Egregiously snubbed at last year’s Emmys as the portrayer of “Fleabag’s” Hot Priest, Andrew Scott is back with his red-hot turn on “Black Mirror” installment “Smithereens.” As none of the fifth season’s three standalone episodes met the 75-minute runtime requirement to contend as a TV movie, the TV academy ruled the Netflix anthology a drama series for the first time, allowing Scott, who appeared in one of three, to compete as a guest actor. Celebrating his career-first Emmy bid in Best Drama Guest Actor, the Irish actor is “Black Mirror’s” sole representation at this year’s awards.
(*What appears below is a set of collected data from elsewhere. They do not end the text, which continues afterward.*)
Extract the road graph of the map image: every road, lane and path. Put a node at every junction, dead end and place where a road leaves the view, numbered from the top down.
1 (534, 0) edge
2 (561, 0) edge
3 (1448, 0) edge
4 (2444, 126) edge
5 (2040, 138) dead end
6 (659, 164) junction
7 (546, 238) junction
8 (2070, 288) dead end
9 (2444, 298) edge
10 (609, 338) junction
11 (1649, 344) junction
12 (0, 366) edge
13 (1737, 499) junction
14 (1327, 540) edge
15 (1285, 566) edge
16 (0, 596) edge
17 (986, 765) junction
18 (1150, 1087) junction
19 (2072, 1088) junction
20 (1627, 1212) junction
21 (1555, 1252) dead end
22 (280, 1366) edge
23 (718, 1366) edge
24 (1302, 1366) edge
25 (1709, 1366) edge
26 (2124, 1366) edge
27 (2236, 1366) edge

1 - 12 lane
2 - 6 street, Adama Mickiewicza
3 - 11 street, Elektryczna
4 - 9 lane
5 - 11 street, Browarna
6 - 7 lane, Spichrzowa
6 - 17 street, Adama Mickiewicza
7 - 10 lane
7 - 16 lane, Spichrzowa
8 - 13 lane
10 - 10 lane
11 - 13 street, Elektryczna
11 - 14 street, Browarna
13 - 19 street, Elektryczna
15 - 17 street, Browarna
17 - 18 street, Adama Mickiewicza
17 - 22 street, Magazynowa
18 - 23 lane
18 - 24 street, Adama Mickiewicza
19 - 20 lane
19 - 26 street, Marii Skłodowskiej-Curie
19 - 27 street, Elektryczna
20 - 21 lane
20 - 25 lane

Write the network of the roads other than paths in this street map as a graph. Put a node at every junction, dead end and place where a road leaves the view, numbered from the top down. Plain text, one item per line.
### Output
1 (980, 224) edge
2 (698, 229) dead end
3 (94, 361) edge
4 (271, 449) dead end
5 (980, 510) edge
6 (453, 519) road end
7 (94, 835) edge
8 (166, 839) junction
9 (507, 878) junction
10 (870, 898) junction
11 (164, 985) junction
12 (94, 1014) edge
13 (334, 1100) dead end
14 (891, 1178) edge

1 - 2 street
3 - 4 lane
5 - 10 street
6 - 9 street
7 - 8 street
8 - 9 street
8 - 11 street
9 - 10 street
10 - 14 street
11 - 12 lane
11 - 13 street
Scott plays Chris Gillhaney, a London-based rideshare driver who picks up and abducts an intern of the social media company Smithereen, Jaden Tommins (Damson Idris), initially convinced that he’s an important employee. After spotting a bag on Jaden’s head, two police officers engage in a car chase, which ends when Chris stalls the car in a field after trying to dodge two teenage cyclists. Bearing a gun, he holds Jaden hostage, threatening to pull the trigger if his demand to speak to Smithereen’s founder and CEO Billy Bauer (Topher Grace) isn’t met.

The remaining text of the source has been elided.